It seems https://github.com/LPCIC/coq-elpi/tree/master/apps and https://github.com/LPCIC/coq-elpi/tree/master/examples are also covered by the LGPL license — meaning that following the examples under a different license is a copyright violation.
This is of course the authors' right, but I was wondering if this was intentional (and apologies if this is rude), or whether more liberal licenses would be sensible for either of those folders, especially examples
.
It is weird question, since these examples are simple, I guess you rewrote most of them for doing anything real.
I'm open to relicensing, but we shall talk for it yo happen
... and if I rewrite them after looking at them, must I talk to a lawyer to determine if this is a license violation?
the question, BTW, is from me personally (I have not consulted my colleagues on this suggestion)

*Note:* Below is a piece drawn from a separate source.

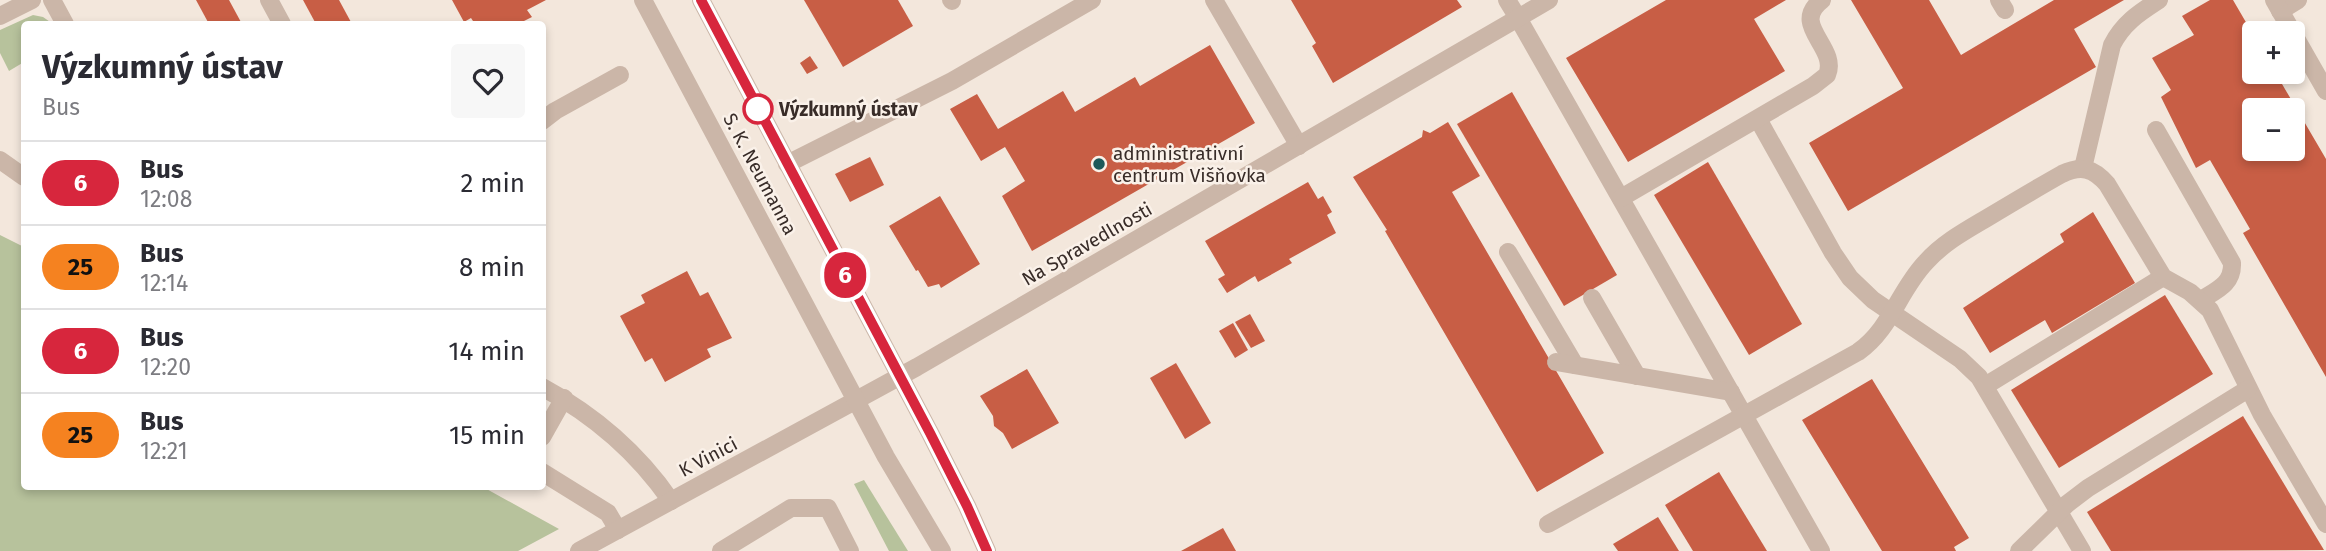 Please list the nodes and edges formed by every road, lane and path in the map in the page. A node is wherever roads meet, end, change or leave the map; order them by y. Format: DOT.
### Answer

I think it boils down to energy (hence money) investment. If you rewrite it bu running "elpiformat" (which does not exist) or sed, then your effort is little. If you rewrite it as in make something clearly larger out of it, then it is OK. Or at least this is my understanding of copyright, it is to cover monetary interests, I don't think I can claim you did steal because your started from a "hello world!" and turned it into an operating system.
Anyway, if you have a better (legally supported) reason for relicensing the POC/examples, I'm positive. After all I put them there so that people could start from something and grow it to their needs.
To make a joke out of my understanding of law: if you use printf you are not making a derivative work of hello world ;-)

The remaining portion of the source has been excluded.